§ **Work item**
For the records that follow, work out how many lines include "grid" and give only that count.
━━━━━ Material provided
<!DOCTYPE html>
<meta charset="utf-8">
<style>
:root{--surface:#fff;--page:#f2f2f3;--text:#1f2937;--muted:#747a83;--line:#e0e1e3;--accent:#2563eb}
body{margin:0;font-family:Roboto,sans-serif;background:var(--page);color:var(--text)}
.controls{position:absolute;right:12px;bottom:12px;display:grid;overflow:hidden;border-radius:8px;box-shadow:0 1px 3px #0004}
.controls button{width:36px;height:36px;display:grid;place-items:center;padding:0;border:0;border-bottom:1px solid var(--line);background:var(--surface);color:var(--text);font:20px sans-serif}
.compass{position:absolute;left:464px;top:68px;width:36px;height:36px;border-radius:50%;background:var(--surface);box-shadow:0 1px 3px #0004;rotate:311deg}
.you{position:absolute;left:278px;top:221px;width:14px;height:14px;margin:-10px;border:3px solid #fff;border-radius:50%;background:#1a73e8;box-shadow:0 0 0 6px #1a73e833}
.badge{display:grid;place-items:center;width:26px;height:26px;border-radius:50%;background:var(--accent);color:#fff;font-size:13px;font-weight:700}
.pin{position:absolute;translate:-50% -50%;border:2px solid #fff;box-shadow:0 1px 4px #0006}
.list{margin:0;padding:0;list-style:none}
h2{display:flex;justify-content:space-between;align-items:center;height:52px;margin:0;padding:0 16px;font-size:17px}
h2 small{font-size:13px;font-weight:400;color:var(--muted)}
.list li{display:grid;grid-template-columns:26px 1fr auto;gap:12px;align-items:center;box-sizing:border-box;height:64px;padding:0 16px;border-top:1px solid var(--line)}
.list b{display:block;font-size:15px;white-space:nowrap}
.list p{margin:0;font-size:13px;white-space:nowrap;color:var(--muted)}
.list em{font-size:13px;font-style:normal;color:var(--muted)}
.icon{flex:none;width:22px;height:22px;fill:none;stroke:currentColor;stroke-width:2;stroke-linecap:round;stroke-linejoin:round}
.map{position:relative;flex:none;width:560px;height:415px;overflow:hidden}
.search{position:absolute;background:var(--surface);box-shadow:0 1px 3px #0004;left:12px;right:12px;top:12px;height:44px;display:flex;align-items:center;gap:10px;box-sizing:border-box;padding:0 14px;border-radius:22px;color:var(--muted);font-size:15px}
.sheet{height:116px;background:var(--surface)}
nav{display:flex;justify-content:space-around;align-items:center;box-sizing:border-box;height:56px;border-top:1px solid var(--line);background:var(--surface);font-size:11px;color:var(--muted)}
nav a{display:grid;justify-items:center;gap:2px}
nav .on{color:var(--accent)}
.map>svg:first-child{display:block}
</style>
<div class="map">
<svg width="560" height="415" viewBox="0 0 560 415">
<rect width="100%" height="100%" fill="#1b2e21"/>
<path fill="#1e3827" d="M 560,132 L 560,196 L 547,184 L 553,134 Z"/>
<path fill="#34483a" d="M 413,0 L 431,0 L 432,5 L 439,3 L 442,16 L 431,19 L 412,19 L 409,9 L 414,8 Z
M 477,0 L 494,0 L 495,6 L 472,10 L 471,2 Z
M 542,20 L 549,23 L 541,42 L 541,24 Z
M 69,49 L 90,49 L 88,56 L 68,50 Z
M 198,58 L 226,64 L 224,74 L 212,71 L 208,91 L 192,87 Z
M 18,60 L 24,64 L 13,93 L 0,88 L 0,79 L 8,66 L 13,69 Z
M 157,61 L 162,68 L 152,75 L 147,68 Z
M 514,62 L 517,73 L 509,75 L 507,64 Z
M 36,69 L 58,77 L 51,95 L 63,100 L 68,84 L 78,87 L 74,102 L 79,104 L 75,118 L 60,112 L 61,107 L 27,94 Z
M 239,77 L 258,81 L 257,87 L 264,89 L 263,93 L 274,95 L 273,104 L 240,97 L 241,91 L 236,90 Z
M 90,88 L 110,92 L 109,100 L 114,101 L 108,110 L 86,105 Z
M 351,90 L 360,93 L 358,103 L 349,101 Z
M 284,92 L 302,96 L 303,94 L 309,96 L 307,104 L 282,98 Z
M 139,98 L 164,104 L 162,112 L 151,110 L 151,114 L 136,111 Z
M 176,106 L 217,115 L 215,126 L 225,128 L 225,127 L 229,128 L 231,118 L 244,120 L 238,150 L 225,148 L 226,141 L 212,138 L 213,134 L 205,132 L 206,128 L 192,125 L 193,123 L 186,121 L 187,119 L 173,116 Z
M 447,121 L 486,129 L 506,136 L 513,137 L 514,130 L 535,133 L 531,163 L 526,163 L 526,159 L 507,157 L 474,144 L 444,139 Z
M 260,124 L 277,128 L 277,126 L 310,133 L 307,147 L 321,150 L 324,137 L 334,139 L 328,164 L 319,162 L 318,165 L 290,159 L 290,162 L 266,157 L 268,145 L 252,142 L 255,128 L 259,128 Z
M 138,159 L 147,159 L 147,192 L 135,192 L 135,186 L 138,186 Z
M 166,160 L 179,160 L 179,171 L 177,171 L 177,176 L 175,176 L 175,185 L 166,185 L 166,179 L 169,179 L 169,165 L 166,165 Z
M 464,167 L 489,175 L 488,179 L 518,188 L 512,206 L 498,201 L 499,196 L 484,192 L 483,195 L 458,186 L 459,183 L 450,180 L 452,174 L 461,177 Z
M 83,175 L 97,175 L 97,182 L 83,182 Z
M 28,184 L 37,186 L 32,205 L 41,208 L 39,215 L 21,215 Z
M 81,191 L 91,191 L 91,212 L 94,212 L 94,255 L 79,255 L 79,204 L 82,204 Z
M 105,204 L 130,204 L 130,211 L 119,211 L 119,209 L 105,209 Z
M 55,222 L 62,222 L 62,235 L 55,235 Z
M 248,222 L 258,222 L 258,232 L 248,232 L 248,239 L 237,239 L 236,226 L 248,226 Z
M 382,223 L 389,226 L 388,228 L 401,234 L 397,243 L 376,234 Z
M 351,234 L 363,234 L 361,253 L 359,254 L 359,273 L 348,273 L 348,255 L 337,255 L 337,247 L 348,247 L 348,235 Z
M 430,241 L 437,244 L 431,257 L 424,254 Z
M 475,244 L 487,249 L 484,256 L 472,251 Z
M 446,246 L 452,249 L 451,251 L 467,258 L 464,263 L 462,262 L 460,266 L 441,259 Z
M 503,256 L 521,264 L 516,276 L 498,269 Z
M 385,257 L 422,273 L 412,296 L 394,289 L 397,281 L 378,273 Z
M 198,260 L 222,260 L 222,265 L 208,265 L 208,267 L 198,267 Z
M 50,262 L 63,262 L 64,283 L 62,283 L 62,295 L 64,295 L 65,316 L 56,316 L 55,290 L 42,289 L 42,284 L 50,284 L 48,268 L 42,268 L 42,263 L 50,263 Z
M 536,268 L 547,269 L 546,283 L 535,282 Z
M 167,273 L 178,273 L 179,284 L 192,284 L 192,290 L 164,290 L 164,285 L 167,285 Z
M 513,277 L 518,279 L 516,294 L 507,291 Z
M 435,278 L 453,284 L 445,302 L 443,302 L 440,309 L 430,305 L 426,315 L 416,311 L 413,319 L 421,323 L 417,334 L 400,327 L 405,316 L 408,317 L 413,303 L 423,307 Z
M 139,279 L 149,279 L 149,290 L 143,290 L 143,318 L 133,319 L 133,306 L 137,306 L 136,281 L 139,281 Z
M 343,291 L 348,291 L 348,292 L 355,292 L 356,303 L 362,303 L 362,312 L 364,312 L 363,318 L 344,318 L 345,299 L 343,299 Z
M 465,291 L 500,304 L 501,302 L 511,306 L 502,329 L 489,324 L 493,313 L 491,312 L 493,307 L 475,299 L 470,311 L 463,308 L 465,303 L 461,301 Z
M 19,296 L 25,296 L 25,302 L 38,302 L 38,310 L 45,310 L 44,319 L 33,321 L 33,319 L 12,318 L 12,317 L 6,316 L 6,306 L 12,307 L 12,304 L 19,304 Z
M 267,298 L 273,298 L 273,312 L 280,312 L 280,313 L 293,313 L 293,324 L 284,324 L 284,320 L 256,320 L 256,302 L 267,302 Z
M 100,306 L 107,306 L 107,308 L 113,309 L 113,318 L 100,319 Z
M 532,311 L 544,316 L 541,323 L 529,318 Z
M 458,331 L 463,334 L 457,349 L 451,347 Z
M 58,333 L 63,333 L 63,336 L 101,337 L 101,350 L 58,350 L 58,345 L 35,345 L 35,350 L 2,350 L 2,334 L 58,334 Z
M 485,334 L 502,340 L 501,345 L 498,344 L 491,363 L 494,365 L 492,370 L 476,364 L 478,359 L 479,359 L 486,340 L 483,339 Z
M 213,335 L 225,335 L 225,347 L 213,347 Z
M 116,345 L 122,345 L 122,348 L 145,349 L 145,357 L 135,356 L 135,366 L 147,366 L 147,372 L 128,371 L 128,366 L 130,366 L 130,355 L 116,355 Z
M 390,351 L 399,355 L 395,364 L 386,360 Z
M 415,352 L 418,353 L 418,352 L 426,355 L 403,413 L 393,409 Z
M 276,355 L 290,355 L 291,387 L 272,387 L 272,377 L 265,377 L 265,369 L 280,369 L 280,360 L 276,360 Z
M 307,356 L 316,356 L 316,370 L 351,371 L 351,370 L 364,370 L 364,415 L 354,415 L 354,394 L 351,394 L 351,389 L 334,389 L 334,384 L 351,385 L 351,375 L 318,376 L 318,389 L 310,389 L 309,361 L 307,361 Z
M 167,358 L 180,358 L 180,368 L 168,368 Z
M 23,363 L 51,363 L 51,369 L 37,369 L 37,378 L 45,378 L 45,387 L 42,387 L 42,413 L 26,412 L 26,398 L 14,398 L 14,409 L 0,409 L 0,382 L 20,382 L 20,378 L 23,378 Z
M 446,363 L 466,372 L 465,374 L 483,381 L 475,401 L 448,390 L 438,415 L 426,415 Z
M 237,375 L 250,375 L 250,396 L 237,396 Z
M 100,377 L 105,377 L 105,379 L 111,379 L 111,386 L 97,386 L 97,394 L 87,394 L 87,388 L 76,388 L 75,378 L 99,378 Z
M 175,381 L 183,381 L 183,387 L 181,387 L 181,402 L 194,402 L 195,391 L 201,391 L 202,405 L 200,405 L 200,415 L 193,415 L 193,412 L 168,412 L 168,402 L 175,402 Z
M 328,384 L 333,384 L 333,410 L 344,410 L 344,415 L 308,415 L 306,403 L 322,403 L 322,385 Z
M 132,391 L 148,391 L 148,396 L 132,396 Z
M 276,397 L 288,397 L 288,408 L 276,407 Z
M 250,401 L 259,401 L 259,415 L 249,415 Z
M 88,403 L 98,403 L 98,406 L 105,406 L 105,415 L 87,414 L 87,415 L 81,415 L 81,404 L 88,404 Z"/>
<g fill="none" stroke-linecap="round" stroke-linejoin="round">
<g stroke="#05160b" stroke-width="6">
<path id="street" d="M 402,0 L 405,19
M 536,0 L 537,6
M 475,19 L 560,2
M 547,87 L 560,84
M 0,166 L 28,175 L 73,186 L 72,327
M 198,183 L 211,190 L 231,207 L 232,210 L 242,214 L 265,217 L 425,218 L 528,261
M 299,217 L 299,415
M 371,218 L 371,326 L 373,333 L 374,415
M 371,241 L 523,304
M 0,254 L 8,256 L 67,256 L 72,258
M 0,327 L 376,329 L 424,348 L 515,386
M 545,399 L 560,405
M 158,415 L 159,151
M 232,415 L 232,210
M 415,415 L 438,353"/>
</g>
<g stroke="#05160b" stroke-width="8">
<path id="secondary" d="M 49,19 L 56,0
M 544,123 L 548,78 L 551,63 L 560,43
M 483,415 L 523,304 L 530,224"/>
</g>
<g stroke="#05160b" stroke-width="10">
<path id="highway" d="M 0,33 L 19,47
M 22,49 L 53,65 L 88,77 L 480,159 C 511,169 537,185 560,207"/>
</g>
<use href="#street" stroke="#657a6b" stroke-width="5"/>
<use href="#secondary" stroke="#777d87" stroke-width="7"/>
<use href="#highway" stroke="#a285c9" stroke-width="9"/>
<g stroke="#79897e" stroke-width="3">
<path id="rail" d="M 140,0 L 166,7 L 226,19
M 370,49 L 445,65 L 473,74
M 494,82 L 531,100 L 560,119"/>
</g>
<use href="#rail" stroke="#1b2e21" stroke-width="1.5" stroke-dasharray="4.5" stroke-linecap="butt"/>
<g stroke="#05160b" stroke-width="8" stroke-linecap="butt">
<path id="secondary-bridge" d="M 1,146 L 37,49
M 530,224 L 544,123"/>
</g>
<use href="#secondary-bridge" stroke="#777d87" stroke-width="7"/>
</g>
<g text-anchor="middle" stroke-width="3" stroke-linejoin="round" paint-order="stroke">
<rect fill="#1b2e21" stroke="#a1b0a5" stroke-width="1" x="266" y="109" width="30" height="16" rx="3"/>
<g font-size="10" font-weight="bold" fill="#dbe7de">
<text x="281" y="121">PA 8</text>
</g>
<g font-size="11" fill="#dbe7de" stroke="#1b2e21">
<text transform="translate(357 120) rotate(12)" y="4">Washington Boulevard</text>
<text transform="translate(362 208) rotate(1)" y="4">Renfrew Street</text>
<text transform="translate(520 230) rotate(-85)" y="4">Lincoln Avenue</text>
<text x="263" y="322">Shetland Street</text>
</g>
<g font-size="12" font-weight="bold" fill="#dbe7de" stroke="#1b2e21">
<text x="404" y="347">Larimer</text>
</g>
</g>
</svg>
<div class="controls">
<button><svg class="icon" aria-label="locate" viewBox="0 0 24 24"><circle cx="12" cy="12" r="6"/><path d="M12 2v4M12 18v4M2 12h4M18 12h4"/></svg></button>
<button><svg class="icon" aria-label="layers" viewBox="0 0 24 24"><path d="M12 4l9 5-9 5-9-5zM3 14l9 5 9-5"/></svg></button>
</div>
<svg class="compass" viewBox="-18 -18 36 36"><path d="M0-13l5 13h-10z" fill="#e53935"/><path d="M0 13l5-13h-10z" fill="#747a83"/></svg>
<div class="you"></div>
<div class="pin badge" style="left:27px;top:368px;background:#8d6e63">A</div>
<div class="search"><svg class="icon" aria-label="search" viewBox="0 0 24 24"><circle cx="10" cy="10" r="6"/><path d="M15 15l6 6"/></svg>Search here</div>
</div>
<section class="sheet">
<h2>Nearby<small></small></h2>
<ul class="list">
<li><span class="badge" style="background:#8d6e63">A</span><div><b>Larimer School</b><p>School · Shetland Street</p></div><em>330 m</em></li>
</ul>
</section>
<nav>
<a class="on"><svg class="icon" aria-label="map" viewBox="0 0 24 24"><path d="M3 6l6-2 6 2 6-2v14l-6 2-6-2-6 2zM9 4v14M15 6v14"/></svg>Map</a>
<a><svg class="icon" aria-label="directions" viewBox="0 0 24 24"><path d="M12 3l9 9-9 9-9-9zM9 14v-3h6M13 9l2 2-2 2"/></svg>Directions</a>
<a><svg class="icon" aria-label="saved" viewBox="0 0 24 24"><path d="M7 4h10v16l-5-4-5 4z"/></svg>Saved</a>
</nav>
━━━━━━━━━━
§ **Output of the exercise**
5